= Francitas, Texas =

Unincorporated community in Texas, US

Francitas is an unincorporated community in Jackson County, Texas, United States. According to the Handbook of Texas, the community had an estimated population of 760 in 2000.

==Geography==
Francitas is located at (28.8597082, -96.3385798). It is situated along FM 616 in southeastern Jackson County, approximately 28 miles south of El Campo and 30 miles east of Victoria.

==History==
A small colony of French families settled in the area during the late 1890s and soon thereafter, railroad employees named the community Francitas. The Valley Fruit Farm and Garden Company promoted the community by publicly selling lots in 1909. A year later, acreage purchased from local rancher Lafayette Ward was surveyed into additional lots for settlement.

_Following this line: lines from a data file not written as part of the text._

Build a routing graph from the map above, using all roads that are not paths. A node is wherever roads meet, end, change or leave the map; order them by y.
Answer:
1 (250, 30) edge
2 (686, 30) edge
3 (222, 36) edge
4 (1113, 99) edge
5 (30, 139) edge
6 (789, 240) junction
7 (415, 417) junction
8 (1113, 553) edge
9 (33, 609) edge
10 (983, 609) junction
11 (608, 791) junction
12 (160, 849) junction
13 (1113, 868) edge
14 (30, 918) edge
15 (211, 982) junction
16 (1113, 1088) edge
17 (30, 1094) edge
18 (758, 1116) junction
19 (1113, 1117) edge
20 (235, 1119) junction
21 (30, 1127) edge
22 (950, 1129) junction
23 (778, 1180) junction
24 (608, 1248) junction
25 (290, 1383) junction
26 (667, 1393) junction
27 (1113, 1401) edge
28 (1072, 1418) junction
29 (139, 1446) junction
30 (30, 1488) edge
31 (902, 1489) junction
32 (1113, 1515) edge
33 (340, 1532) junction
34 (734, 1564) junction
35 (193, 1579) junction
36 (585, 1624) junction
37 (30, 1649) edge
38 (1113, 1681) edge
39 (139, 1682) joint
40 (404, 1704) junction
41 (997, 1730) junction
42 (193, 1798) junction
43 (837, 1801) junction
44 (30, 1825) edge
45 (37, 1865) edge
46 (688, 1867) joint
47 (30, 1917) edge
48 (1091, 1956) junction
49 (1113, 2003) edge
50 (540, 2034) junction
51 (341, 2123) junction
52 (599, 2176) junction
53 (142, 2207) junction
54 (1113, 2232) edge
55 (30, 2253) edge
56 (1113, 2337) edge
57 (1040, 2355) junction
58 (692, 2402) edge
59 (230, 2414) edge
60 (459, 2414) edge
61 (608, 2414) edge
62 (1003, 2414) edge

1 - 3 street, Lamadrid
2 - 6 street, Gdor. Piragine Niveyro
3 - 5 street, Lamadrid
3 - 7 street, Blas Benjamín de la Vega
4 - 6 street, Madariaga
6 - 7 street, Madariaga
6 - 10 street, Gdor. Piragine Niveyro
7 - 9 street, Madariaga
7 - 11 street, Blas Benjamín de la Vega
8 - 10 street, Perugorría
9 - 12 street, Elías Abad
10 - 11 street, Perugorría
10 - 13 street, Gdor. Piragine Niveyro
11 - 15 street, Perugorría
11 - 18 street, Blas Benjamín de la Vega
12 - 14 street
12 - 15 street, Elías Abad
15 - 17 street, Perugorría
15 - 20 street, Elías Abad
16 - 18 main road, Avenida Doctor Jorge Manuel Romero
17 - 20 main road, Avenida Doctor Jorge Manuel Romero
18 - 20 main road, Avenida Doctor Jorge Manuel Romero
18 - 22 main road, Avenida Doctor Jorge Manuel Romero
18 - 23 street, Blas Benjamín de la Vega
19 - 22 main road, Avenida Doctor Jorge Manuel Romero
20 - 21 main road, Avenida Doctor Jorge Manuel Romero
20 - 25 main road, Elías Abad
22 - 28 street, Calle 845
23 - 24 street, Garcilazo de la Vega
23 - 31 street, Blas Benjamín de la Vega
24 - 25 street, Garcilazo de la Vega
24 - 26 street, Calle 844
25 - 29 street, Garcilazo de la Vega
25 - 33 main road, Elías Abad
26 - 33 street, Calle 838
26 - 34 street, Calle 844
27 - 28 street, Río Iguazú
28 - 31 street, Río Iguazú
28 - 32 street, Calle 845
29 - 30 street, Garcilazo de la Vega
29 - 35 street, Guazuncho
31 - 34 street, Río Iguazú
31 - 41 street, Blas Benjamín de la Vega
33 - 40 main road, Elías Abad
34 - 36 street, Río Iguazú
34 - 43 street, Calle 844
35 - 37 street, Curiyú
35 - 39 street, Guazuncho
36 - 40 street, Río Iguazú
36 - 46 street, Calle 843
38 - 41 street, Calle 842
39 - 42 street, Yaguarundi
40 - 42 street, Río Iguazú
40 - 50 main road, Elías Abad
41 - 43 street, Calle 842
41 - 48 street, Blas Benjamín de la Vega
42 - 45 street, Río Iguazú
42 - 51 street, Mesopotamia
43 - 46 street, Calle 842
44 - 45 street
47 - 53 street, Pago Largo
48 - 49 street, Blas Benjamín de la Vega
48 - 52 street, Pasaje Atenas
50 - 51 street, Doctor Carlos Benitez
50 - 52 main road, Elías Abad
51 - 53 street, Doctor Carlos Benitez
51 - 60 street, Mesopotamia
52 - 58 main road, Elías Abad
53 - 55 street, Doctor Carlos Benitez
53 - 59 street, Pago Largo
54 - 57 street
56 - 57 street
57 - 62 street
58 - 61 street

The Francitas post office was established in 1911, with C.O. Hardy serving as its first postmaster. It became a stop on the St. Louis, Brownsville and Mexico Railway in 1914. The population peaked at around 300 in 1940, with a total of three businesses operating in the community. During the latter half of the twentieth century, Francitas experienced fluctuations in its population. From approximately 100 in the 1950s, Francitas was home to 200 residents in the early 1960s. That number had declined to 30 by 1990 before increasing to 143 in 2000.

Francitas has a post office, with the ZIP code 77961.

==Education==
Public education in the community of Francitas is provided by the Industrial Independent School District.